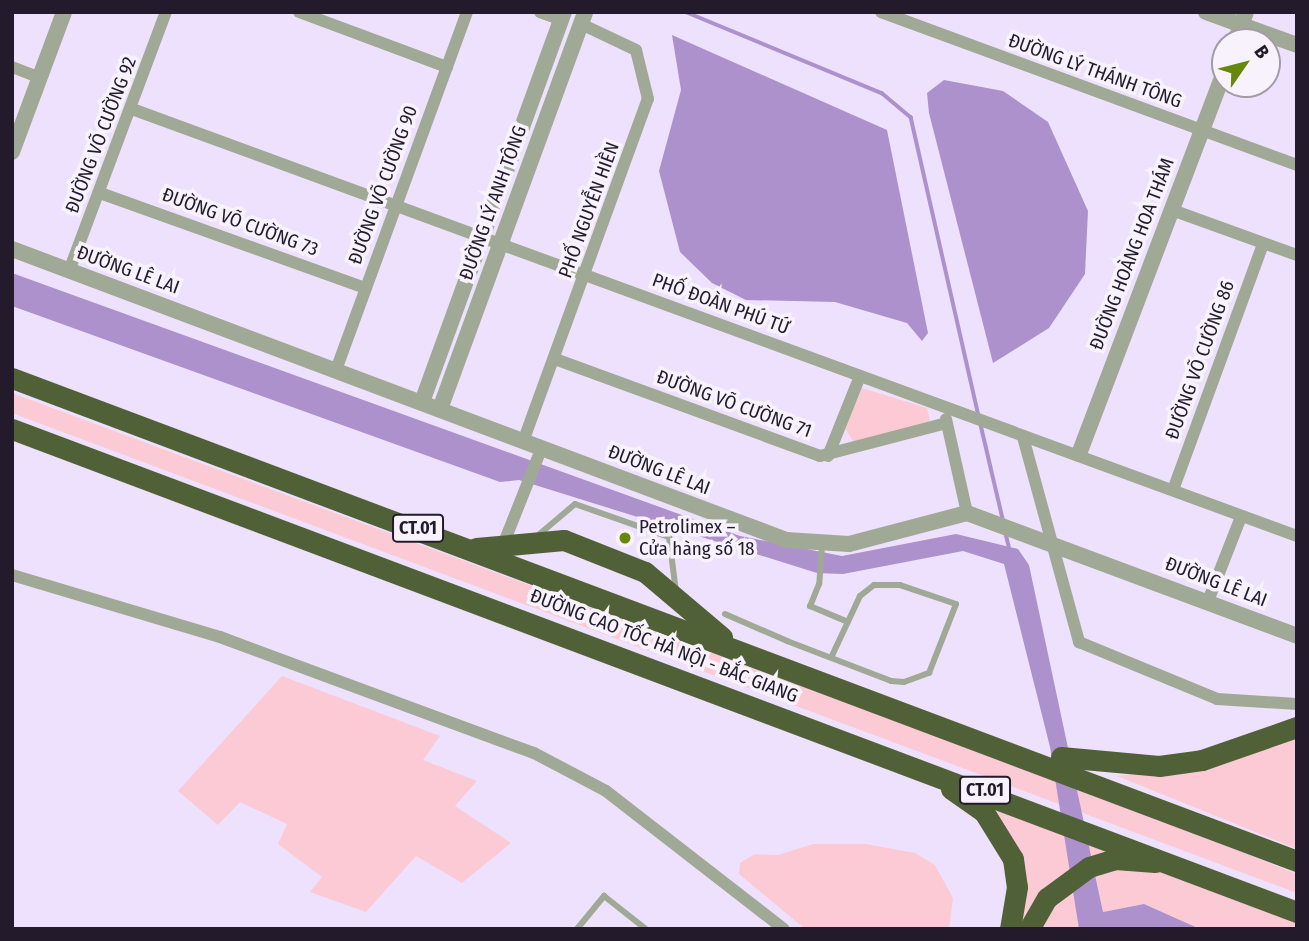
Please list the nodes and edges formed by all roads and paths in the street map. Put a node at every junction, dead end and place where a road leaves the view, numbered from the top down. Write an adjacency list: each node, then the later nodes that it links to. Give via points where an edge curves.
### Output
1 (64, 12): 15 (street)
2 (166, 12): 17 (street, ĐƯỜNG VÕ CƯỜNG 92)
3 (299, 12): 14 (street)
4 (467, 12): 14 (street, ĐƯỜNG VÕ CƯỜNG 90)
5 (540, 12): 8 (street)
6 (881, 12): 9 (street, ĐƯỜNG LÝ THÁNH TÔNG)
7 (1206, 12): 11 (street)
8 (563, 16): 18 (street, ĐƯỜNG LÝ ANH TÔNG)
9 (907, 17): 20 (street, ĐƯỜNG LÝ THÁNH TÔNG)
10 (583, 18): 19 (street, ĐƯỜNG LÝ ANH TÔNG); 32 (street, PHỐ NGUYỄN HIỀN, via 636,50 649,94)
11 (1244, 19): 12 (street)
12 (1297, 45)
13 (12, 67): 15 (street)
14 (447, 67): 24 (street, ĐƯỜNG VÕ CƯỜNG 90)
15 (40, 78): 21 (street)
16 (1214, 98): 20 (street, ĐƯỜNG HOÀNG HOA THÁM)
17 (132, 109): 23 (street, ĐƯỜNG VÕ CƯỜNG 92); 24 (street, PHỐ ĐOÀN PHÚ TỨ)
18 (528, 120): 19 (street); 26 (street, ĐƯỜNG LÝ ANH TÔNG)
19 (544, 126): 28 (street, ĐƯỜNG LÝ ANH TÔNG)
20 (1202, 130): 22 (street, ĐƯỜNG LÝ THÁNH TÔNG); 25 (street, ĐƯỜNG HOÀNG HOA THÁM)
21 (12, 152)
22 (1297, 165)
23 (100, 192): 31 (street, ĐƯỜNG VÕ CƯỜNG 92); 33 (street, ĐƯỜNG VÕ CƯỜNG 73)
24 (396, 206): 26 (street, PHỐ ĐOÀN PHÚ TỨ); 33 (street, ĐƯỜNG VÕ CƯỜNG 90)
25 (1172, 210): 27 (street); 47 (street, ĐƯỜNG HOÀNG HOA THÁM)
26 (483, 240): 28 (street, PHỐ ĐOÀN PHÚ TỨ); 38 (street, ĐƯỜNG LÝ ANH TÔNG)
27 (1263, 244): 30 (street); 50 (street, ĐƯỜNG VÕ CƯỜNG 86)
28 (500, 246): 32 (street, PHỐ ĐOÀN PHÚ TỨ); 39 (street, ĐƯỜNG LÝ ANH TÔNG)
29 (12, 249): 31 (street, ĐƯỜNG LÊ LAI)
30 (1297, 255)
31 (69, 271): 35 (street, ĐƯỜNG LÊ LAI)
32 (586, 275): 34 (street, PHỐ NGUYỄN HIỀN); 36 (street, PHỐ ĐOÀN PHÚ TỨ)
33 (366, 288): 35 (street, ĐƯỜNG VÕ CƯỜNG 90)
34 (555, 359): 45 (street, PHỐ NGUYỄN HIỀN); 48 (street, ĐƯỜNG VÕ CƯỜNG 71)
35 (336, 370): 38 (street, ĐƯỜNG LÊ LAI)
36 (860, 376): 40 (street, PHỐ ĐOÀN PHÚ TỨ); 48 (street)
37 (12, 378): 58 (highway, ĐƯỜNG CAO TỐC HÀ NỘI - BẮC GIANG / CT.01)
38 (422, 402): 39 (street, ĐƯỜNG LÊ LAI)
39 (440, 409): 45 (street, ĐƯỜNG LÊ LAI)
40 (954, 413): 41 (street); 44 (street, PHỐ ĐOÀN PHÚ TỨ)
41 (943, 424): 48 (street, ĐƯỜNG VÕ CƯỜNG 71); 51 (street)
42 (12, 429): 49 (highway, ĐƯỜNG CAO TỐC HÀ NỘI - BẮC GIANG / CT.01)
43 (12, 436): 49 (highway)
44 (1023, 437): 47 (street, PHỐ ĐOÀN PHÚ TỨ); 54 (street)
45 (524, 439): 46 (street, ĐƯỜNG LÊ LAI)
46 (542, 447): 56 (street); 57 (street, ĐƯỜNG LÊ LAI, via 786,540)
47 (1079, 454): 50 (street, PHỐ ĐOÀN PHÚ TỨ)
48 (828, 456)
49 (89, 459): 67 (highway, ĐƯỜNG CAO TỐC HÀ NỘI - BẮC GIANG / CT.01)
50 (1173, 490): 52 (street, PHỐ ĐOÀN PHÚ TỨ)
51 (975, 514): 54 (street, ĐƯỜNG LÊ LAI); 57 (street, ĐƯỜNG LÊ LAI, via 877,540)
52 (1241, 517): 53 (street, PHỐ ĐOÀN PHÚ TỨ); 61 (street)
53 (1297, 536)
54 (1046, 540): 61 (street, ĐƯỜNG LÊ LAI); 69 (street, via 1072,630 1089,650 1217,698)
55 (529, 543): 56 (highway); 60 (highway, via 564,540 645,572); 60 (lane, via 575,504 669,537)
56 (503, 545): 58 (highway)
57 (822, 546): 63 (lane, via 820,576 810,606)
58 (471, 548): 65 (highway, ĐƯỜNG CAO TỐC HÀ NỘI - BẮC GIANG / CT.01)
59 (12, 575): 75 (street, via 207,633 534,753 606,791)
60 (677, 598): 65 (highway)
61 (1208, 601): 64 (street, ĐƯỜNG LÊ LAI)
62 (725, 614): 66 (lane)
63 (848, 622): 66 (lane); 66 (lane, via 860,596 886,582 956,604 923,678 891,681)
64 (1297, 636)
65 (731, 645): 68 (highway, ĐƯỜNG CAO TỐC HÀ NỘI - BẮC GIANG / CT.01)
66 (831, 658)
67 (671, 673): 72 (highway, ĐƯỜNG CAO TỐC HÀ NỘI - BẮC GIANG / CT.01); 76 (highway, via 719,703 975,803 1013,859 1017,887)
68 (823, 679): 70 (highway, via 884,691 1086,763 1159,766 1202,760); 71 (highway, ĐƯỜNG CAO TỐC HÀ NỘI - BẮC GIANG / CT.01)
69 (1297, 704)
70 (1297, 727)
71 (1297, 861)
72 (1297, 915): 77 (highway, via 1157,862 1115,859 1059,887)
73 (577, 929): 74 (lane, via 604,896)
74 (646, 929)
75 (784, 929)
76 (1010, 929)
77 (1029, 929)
━━━━━━━━━━━━━━━━━━━━
**Task prompt**
Reproduce the whole listing above character for character; pictures do not belong in it.

**Response to this exercise**
Please list the nodes and edges formed by all roads and paths in the street map. Put a node at every junction, dead end and place where a road leaves the view, numbered from the top down. Write an adjacency list: each node, then the later nodes that it links to. Give via points where an edge curves.
### Output
1 (64, 12): 15 (street)
2 (166, 12): 17 (street, ĐƯỜNG VÕ CƯỜNG 92)
3 (299, 12): 14 (street)
4 (467, 12): 14 (street, ĐƯỜNG VÕ CƯỜNG 90)
5 (540, 12): 8 (street)
6 (881, 12): 9 (street, ĐƯỜNG LÝ THÁNH TÔNG)
7 (1206, 12): 11 (street)
8 (563, 16): 18 (street, ĐƯỜNG LÝ ANH TÔNG)
9 (907, 17): 20 (street, ĐƯỜNG LÝ THÁNH TÔNG)
10 (583, 18): 19 (street, ĐƯỜNG LÝ ANH TÔNG); 32 (street, PHỐ NGUYỄN HIỀN, via 636,50 649,94)
11 (1244, 19): 12 (street)
12 (1297, 45)
13 (12, 67): 15 (street)
14 (447, 67): 24 (street, ĐƯỜNG VÕ CƯỜNG 90)
15 (40, 78): 21 (street)
16 (1214, 98): 20 (street, ĐƯỜNG HOÀNG HOA THÁM)
17 (132, 109): 23 (street, ĐƯỜNG VÕ CƯỜNG 92); 24 (street, PHỐ ĐOÀN PHÚ TỨ)
18 (528, 120): 19 (street); 26 (street, ĐƯỜNG LÝ ANH TÔNG)
19 (544, 126): 28 (street, ĐƯỜNG LÝ ANH TÔNG)
20 (1202, 130): 22 (street, ĐƯỜNG LÝ THÁNH TÔNG); 25 (street, ĐƯỜNG HOÀNG HOA THÁM)
21 (12, 152)
22 (1297, 165)
23 (100, 192): 31 (street, ĐƯỜNG VÕ CƯỜNG 92); 33 (street, ĐƯỜNG VÕ CƯỜNG 73)
24 (396, 206): 26 (street, PHỐ ĐOÀN PHÚ TỨ); 33 (street, ĐƯỜNG VÕ CƯỜNG 90)
25 (1172, 210): 27 (street); 47 (street, ĐƯỜNG HOÀNG HOA THÁM)
26 (483, 240): 28 (street, PHỐ ĐOÀN PHÚ TỨ); 38 (street, ĐƯỜNG LÝ ANH TÔNG)
27 (1263, 244): 30 (street); 50 (street, ĐƯỜNG VÕ CƯỜNG 86)
28 (500, 246): 32 (street, PHỐ ĐOÀN PHÚ TỨ); 39 (street, ĐƯỜNG LÝ ANH TÔNG)
29 (12, 249): 31 (street, ĐƯỜNG LÊ LAI)
30 (1297, 255)
31 (69, 271): 35 (street, ĐƯỜNG LÊ LAI)
32 (586, 275): 34 (street, PHỐ NGUYỄN HIỀN); 36 (street, PHỐ ĐOÀN PHÚ TỨ)
33 (366, 288): 35 (street, ĐƯỜNG VÕ CƯỜNG 90)
34 (555, 359): 45 (street, PHỐ NGUYỄN HIỀN); 48 (street, ĐƯỜNG VÕ CƯỜNG 71)
35 (336, 370): 38 (street, ĐƯỜNG LÊ LAI)
36 (860, 376): 40 (street, PHỐ ĐOÀN PHÚ TỨ); 48 (street)
37 (12, 378): 58 (highway, ĐƯỜNG CAO TỐC HÀ NỘI - BẮC GIANG / CT.01)
38 (422, 402): 39 (street, ĐƯỜNG LÊ LAI)
39 (440, 409): 45 (street, ĐƯỜNG LÊ LAI)
40 (954, 413): 41 (street); 44 (street, PHỐ ĐOÀN PHÚ TỨ)
41 (943, 424): 48 (street, ĐƯỜNG VÕ CƯỜNG 71); 51 (street)
42 (12, 429): 49 (highway, ĐƯỜNG CAO TỐC HÀ NỘI - BẮC GIANG / CT.01)
43 (12, 436): 49 (highway)
44 (1023, 437): 47 (street, PHỐ ĐOÀN PHÚ TỨ); 54 (street)
45 (524, 439): 46 (street, ĐƯỜNG LÊ LAI)
46 (542, 447): 56 (street); 57 (street, ĐƯỜNG LÊ LAI, via 786,540)
47 (1079, 454): 50 (street, PHỐ ĐOÀN PHÚ TỨ)
48 (828, 456)
49 (89, 459): 67 (highway, ĐƯỜNG CAO TỐC HÀ NỘI - BẮC GIANG / CT.01)
50 (1173, 490): 52 (street, PHỐ ĐOÀN PHÚ TỨ)
51 (975, 514): 54 (street, ĐƯỜNG LÊ LAI); 57 (street, ĐƯỜNG LÊ LAI, via 877,540)
52 (1241, 517): 53 (street, PHỐ ĐOÀN PHÚ TỨ); 61 (street)
53 (1297, 536)
54 (1046, 540): 61 (street, ĐƯỜNG LÊ LAI); 69 (street, via 1072,630 1089,650 1217,698)
55 (529, 543): 56 (highway); 60 (highway, via 564,540 645,572); 60 (lane, via 575,504 669,537)
56 (503, 545): 58 (highway)
57 (822, 546): 63 (lane, via 820,576 810,606)
58 (471, 548): 65 (highway, ĐƯỜNG CAO TỐC HÀ NỘI - BẮC GIANG / CT.01)
59 (12, 575): 75 (street, via 207,633 534,753 606,791)
60 (677, 598): 65 (highway)
61 (1208, 601): 64 (street, ĐƯỜNG LÊ LAI)
62 (725, 614): 66 (lane)
63 (848, 622): 66 (lane); 66 (lane, via 860,596 886,582 956,604 923,678 891,681)
64 (1297, 636)
65 (731, 645): 68 (highway, ĐƯỜNG CAO TỐC HÀ NỘI - BẮC GIANG / CT.01)
66 (831, 658)
67 (671, 673): 72 (highway, ĐƯỜNG CAO TỐC HÀ NỘI - BẮC GIANG / CT.01); 76 (highway, via 719,703 975,803 1013,859 1017,887)
68 (823, 679): 70 (highway, via 884,691 1086,763 1159,766 1202,760); 71 (highway, ĐƯỜNG CAO TỐC HÀ NỘI - BẮC GIANG / CT.01)
69 (1297, 704)
70 (1297, 727)
71 (1297, 861)
72 (1297, 915): 77 (highway, via 1157,862 1115,859 1059,887)
73 (577, 929): 74 (lane, via 604,896)
74 (646, 929)
75 (784, 929)
76 (1010, 929)
77 (1029, 929)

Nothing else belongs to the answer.